Gave the Texas GOP some breathing space
In a key vote on Saturday night, Republicans gave early approval to congressional new borders that would provide them with much needed space. According to the Associated Press, this after some close recalls in 2018 and 2020, as they also open a new path for the GOP along the border with Mexico.
Democrats, on the other hand, criticized the cards for several hours, deeming them discriminatory, adding that it is as if the cards were blind to Texas’ growing Hispanic population. The majority of them reside in the Dallas and Houston area, where, according to maps designed by Republicans, there is no new neighborhood where Latinos are in the majority.
Republican State Representative Todd Hunter chaired the redesigned maps within the House of Texas, as he justified such adjustments by stating that the changes were in accordance with existing laws.
Despite the lengthy talks, the cards will still require final negotiations between the House and the Senate in the following days before being passed on to Texas Gov.
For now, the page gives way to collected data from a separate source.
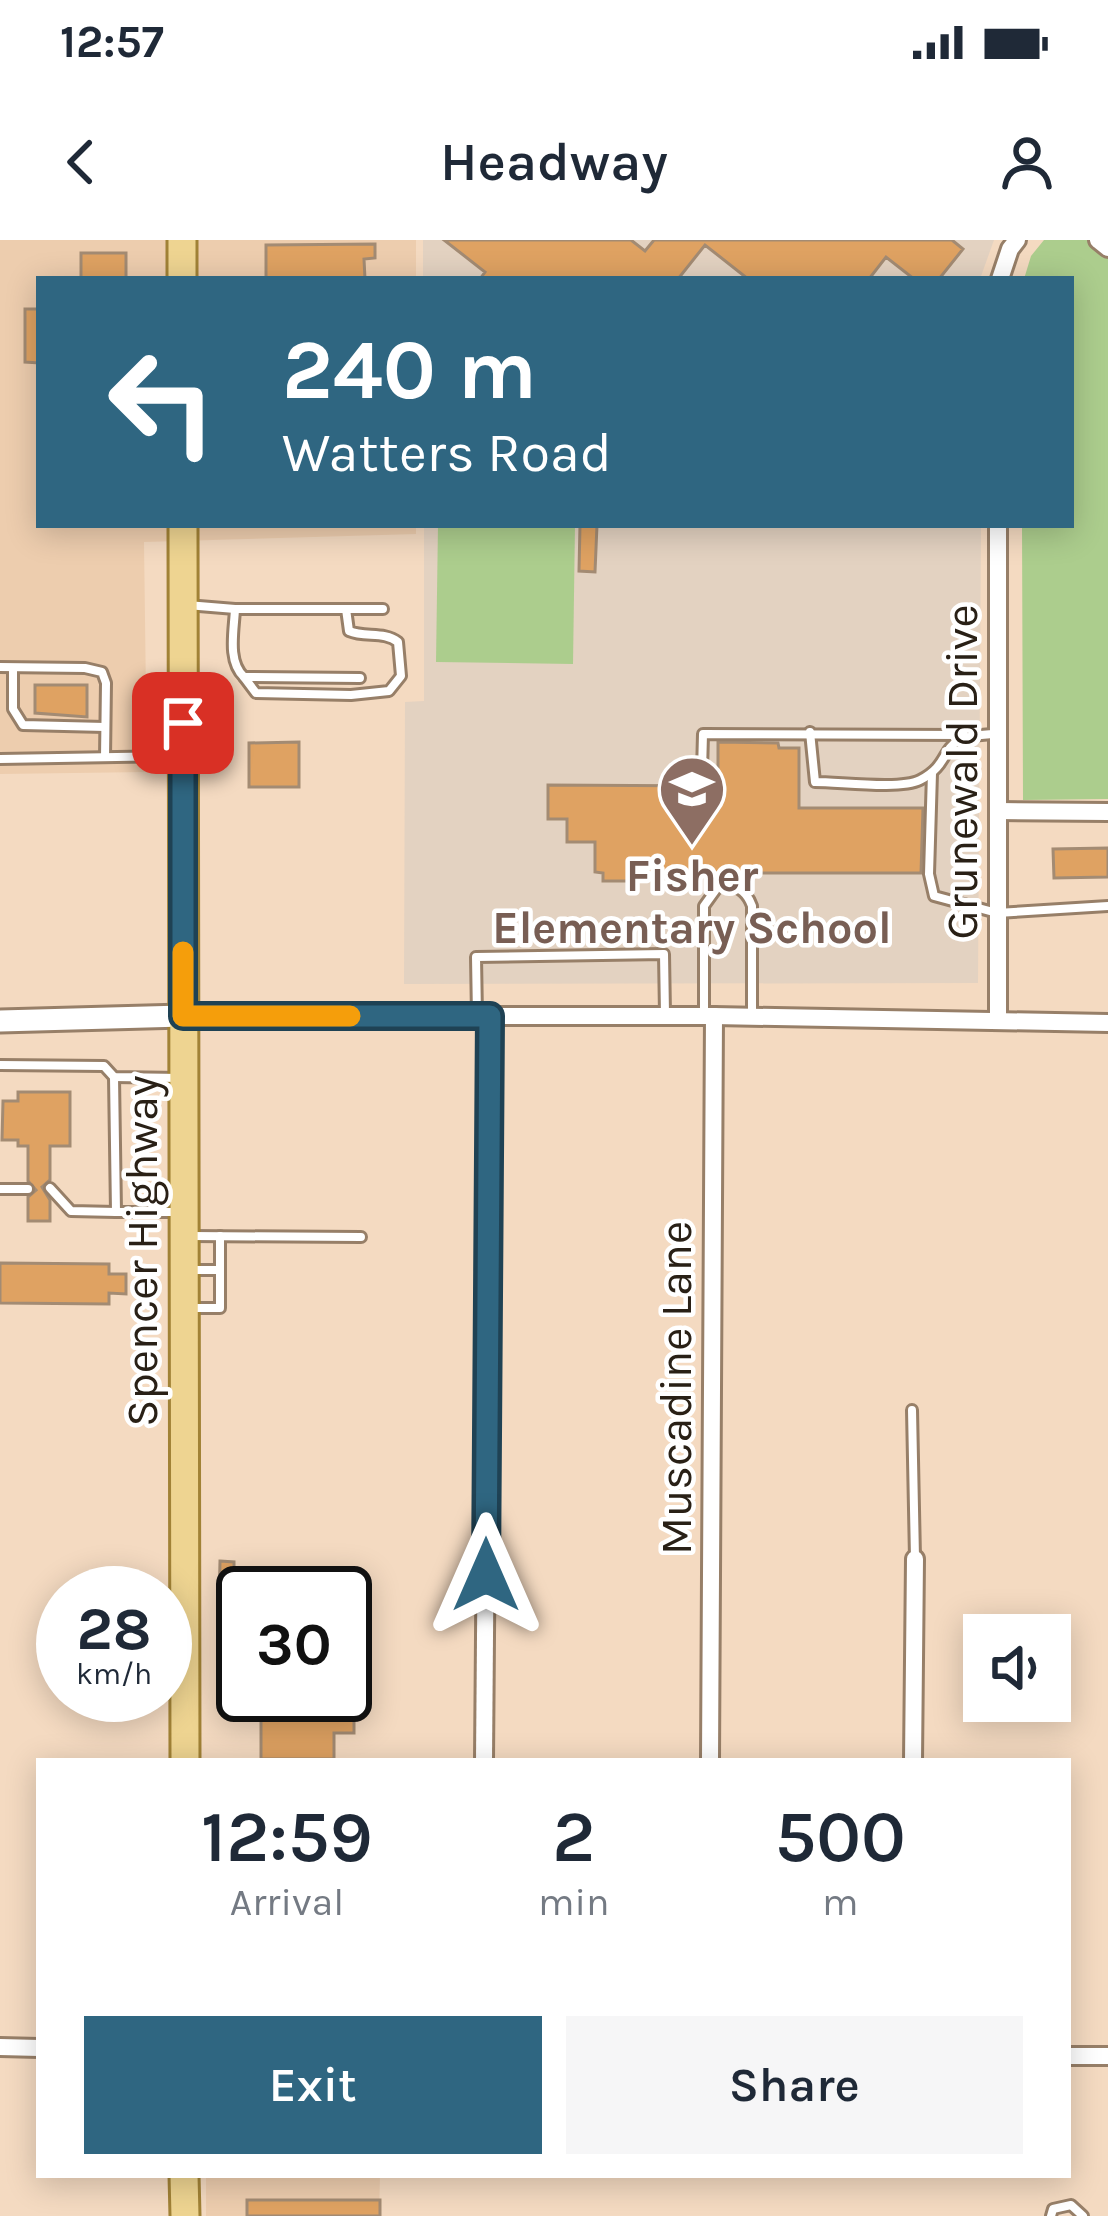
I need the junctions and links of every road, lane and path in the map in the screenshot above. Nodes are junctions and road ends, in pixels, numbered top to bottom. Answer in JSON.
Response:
{"nodes":[{"id":1,"x":182,"y":240,"type":"edge"},
{"id":2,"x":1017,"y":240,"type":"edge"},
{"id":3,"x":1098,"y":240,"type":"edge"},
{"id":4,"x":1108,"y":248,"type":"edge"},
{"id":5,"x":182,"y":276,"type":"edge"},
{"id":6,"x":1001,"y":276,"type":"edge"},
{"id":7,"x":183,"y":528,"type":"edge"},
{"id":8,"x":998,"y":528,"type":"edge"},
{"id":9,"x":183,"y":604,"type":"junction"},
{"id":10,"x":235,"y":609,"type":"junction"},
{"id":11,"x":346,"y":609,"type":"junction"},
{"id":12,"x":383,"y":609,"type":"dead end"},
{"id":13,"x":0,"y":667,"type":"edge"},
{"id":14,"x":13,"y":668,"type":"junction"},
{"id":15,"x":244,"y":677,"type":"junction"},
{"id":16,"x":360,"y":678,"type":"dead end"},
{"id":17,"x":105,"y":727,"type":"junction"},
{"id":18,"x":810,"y":732,"type":"junction"},
{"id":19,"x":998,"y":734,"type":"junction"},
{"id":20,"x":964,"y":735,"type":"junction"},
{"id":21,"x":183,"y":756,"type":"junction"},
{"id":22,"x":105,"y":757,"type":"junction"},
{"id":23,"x":0,"y":759,"type":"edge"},
{"id":24,"x":702,"y":772,"type":"dead end"},
{"id":25,"x":932,"y":773,"type":"junction"},
{"id":26,"x":998,"y":812,"type":"junction"},
{"id":27,"x":1108,"y":812,"type":"edge"},
{"id":28,"x":1108,"y":906,"type":"edge"},
{"id":29,"x":997,"y":913,"type":"junction"},
{"id":30,"x":183,"y":1016,"type":"junction"},
{"id":31,"x":484,"y":1016,"type":"junction"},
{"id":32,"x":665,"y":1016,"type":"junction"},
{"id":33,"x":709,"y":1016,"type":"junction"},
{"id":34,"x":752,"y":1016,"type":"junction"},
{"id":35,"x":998,"y":1020,"type":"junction"},
{"id":36,"x":0,"y":1021,"type":"edge"},
{"id":37,"x":1108,"y":1023,"type":"edge"},
{"id":38,"x":0,"y":1065,"type":"edge"},
{"id":39,"x":114,"y":1077,"type":"junction"},
{"id":40,"x":183,"y":1078,"type":"junction"},
{"id":41,"x":50,"y":1188,"type":"dead end"},
{"id":42,"x":0,"y":1189,"type":"edge"},
{"id":43,"x":28,"y":1189,"type":"dead end"},
{"id":44,"x":116,"y":1212,"type":"junction"},
{"id":45,"x":183,"y":1224,"type":"junction"},
{"id":46,"x":220,"y":1236,"type":"junction"},
{"id":47,"x":362,"y":1237,"type":"dead end"},
{"id":48,"x":184,"y":1270,"type":"junction"},
{"id":49,"x":220,"y":1270,"type":"junction"},
{"id":50,"x":183,"y":1308,"type":"junction"},
{"id":51,"x":912,"y":1411,"type":"dead end"},
{"id":52,"x":915,"y":1559,"type":"joint"},
{"id":53,"x":184,"y":1758,"type":"edge"},
{"id":54,"x":484,"y":1758,"type":"edge"},
{"id":55,"x":710,"y":1758,"type":"edge"},
{"id":56,"x":913,"y":1758,"type":"edge"},
{"id":57,"x":0,"y":2048,"type":"edge"},
{"id":58,"x":36,"y":2048,"type":"edge"},
{"id":59,"x":1071,"y":2056,"type":"edge"},
{"id":60,"x":1108,"y":2056,"type":"edge"},
{"id":61,"x":184,"y":2178,"type":"edge"},
{"id":62,"x":185,"y":2216,"type":"edge"},
{"id":63,"x":1051,"y":2216,"type":"edge"},
{"id":64,"x":1083,"y":2216,"type":"edge"}],
"edges":[{"from":1,"to":5,"type":"main road"},
{"from":2,"to":6,"type":"street"},
{"from":3,"to":4,"type":"street"},
{"from":7,"to":9,"type":"main road","name":"Spencer Highway"},
{"from":8,"to":19,"type":"street","name":"Grunewald Drive"},
{"from":9,"to":10,"type":"lane"},
{"from":9,"to":21,"type":"main road","name":"Spencer Highway"},
{"from":10,"to":11,"type":"lane"},
{"from":10,"to":15,"type":"lane"},
{"from":11,"to":12,"type":"lane"},
{"from":11,"to":15,"type":"lane"},
{"from":13,"to":14,"type":"lane"},
{"from":14,"to":17,"type":"lane"},
{"from":14,"to":17,"type":"lane"},
{"from":15,"to":16,"type":"lane"},
{"from":17,"to":22,"type":"lane"},
{"from":18,"to":20,"type":"lane"},
{"from":18,"to":24,"type":"lane"},
{"from":18,"to":25,"type":"lane"},
{"from":19,"to":20,"type":"lane"},
{"from":19,"to":26,"type":"street","name":"Grunewald Drive"},
{"from":20,"to":25,"type":"lane"},
{"from":21,"to":22,"type":"lane"},
{"from":21,"to":30,"type":"main road","name":"Spencer Highway"},
{"from":22,"to":23,"type":"lane"},
{"from":25,"to":29,"type":"lane"},
{"from":26,"to":27,"type":"street"},
{"from":26,"to":29,"type":"street","name":"Grunewald Drive"},
{"from":28,"to":29,"type":"lane"},
{"from":29,"to":35,"type":"street","name":"Grunewald Drive"},
{"from":30,"to":31,"type":"street"},
{"from":30,"to":36,"type":"street"},
{"from":30,"to":40,"type":"main road","name":"Spencer Highway"},
{"from":31,"to":32,"type":"street"},
{"from":31,"to":32,"type":"lane"},
{"from":31,"to":54,"type":"street"},
{"from":32,"to":33,"type":"street"},
{"from":33,"to":34,"type":"street"},
{"from":33,"to":34,"type":"lane"},
{"from":33,"to":55,"type":"street","name":"Muscadine Lane"},
{"from":34,"to":35,"type":"street"},
{"from":35,"to":37,"type":"street"},
{"from":38,"to":39,"type":"lane"},
{"from":39,"to":40,"type":"lane"},
{"from":39,"to":44,"type":"lane"},
{"from":40,"to":45,"type":"main road","name":"Spencer Highway"},
{"from":41,"to":44,"type":"lane"},
{"from":42,"to":43,"type":"lane"},
{"from":44,"to":45,"type":"lane"},
{"from":45,"to":46,"type":"lane"},
{"from":45,"to":48,"type":"main road","name":"Spencer Highway"},
{"from":46,"to":47,"type":"lane"},
{"from":46,"to":49,"type":"lane"},
{"from":48,"to":49,"type":"lane"},
{"from":48,"to":50,"type":"main road","name":"Spencer Highway"},
{"from":49,"to":50,"type":"lane"},
{"from":50,"to":53,"type":"main road","name":"Spencer Highway"},
{"from":51,"to":52,"type":"lane"},
{"from":52,"to":56,"type":"street"},
{"from":57,"to":58,"type":"street"},
{"from":59,"to":60,"type":"street"},
{"from":61,"to":62,"type":"main road"},
{"from":63,"to":64,"type":"lane"}]}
Greg Abbott (R), who is expected to sign them.
Threat to the political influence of the Latin and black communities
In addition, it is believed that the redesigned Congressional Districts would make it easier for incumbent officials to have a tighter grip on their positions. Nonetheless, political experts have pointed out that these will also pose a threat to the political influence of the Latin and black communities, even if these voters propel the progress of the Lone Star State.
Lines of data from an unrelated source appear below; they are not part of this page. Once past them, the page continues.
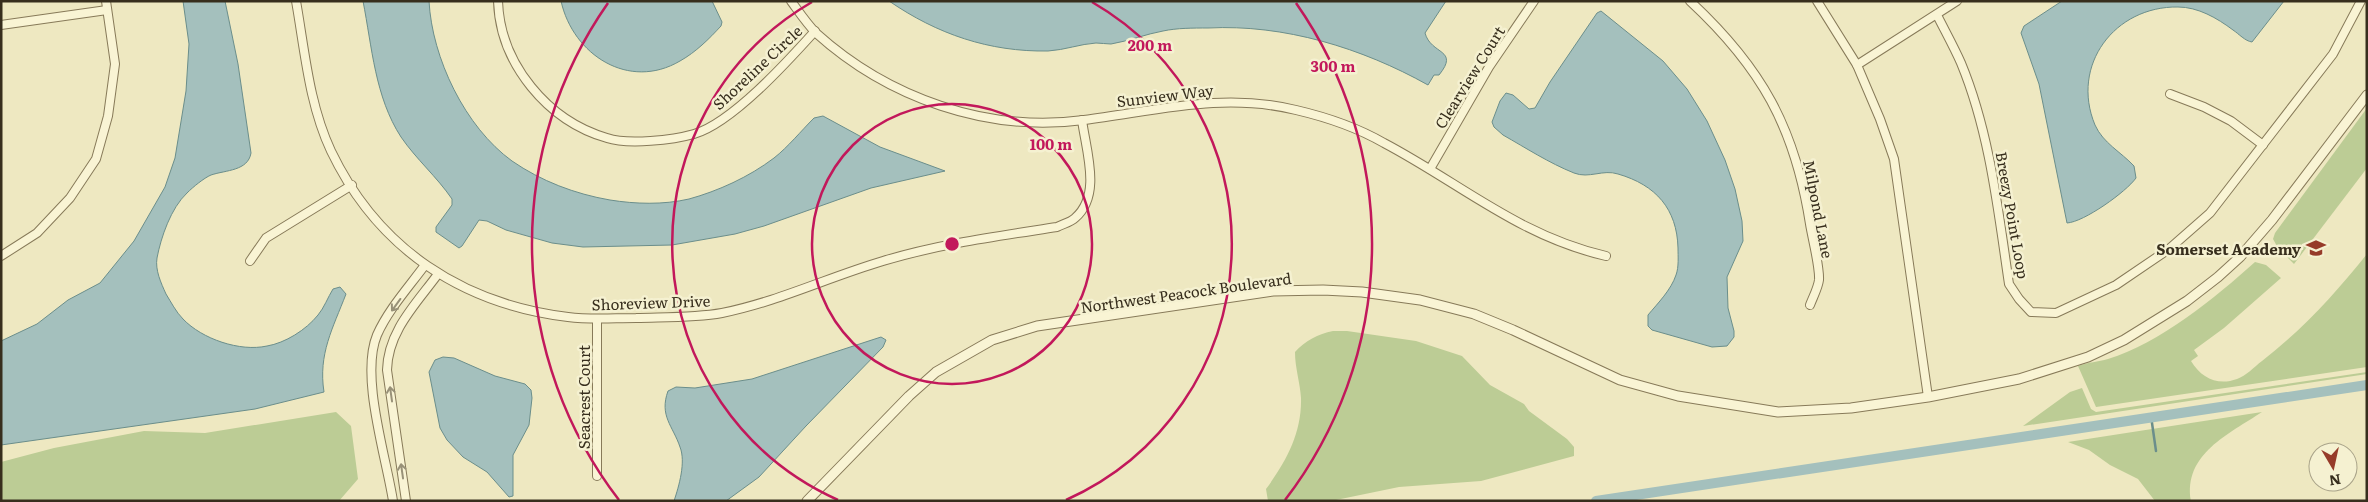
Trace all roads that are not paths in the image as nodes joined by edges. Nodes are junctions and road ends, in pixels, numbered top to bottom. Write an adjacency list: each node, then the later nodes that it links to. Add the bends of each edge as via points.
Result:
1 (296, 1): 19 (street, Shoreview Drive, via 313,102 331,151)
2 (498, 1): 12 (street, Shoreline Circle, via 511,55 532,90 564,119 608,139 662,140 695,134 725,119 790,59)
3 (791, 1): 12 (street, Sunview Way)
4 (1534, 1): 18 (street, Clearview Court, via 1489,67)
5 (1690, 1): 25 (street, Milpond Lane, via 1722,31 1762,82 1796,158 1806,194 1819,279)
6 (1817, 1): 13 (street)
7 (1957, 1): 10 (street)
8 (2361, 1): 17 (street, Breezy Point Loop, via 2333,54)
9 (106, 5): 11 (street); 20 (street, via 115,64 108,116 96,160 70,198 37,233)
10 (1937, 15): 13 (street); 17 (street, Breezy Point Loop, via 1961,64 1981,122 2010,284 2018,299 2031,312 2056,313 2080,303 2116,285 2169,249 2210,213)
11 (1, 25)
12 (815, 31): 16 (street, Sunview Way, via 868,73 907,94 951,110 992,119 1042,123)
13 (1857, 65): 27 (street, via 1894,159)
14 (2170, 94): 17 (street, via 2231,121)
15 (2367, 95): 27 (street, Northwest Peacock Boulevard, via 2259,236 2240,257 2187,301 2141,331 2088,357 2019,379)
16 (1082, 120): 18 (street, Sunview Way, via 1211,101 1257,103 1296,110 1338,123 1382,142); 26 (street, Shoreview Drive, via 1090,179 1088,202 1075,219 1058,227 882,261 722,313)
17 (2263, 145)
18 (1430, 169): 21 (street, Sunview Way, via 1478,202 1525,227 1576,249)
19 (352, 185): 22 (street, via 266,238); 23 (street, Shoreview Drive, via 388,233)
20 (1, 256)
21 (1606, 256)
22 (250, 261)
23 (425, 266): 24 (street, Shoreview Drive); 29 (street, one-way to 29, via 385,320 373,349 371,377)
24 (438, 274): 26 (street, Shoreview Drive, via 495,302 569,317); 28 (street, one-way to 24, via 387,370 388,355 399,326)
25 (1810, 305)
26 (597, 319): 30 (street, Seacrest Court)
27 (1928, 397): 33 (street, Northwest Peacock Boulevard, via 1817,411 1778,412 1727,405 1620,380 1505,326 1420,300 1352,291 1273,291 1037,326 992,340 964,354 909,396)
28 (398, 442): 29 (street); 32 (street, one-way to 28)
29 (383, 445): 31 (street)
30 (597, 476)
31 (393, 501)
32 (406, 501)
33 (807, 501)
The new lines, which are the result of a ten-year redistribution process, have created a few new districts and made some less competitive for GOP lawmakers.
Texas was the only state to gain a few more seats in Congress after last year’s census for the uninitiated. It revealed that people of color made up more than nine of the state’s 10 new residents.
Race is an important factor in this regard, according to Democratic state representative Rafael Anchia, adding that it is not about partisanship but about race.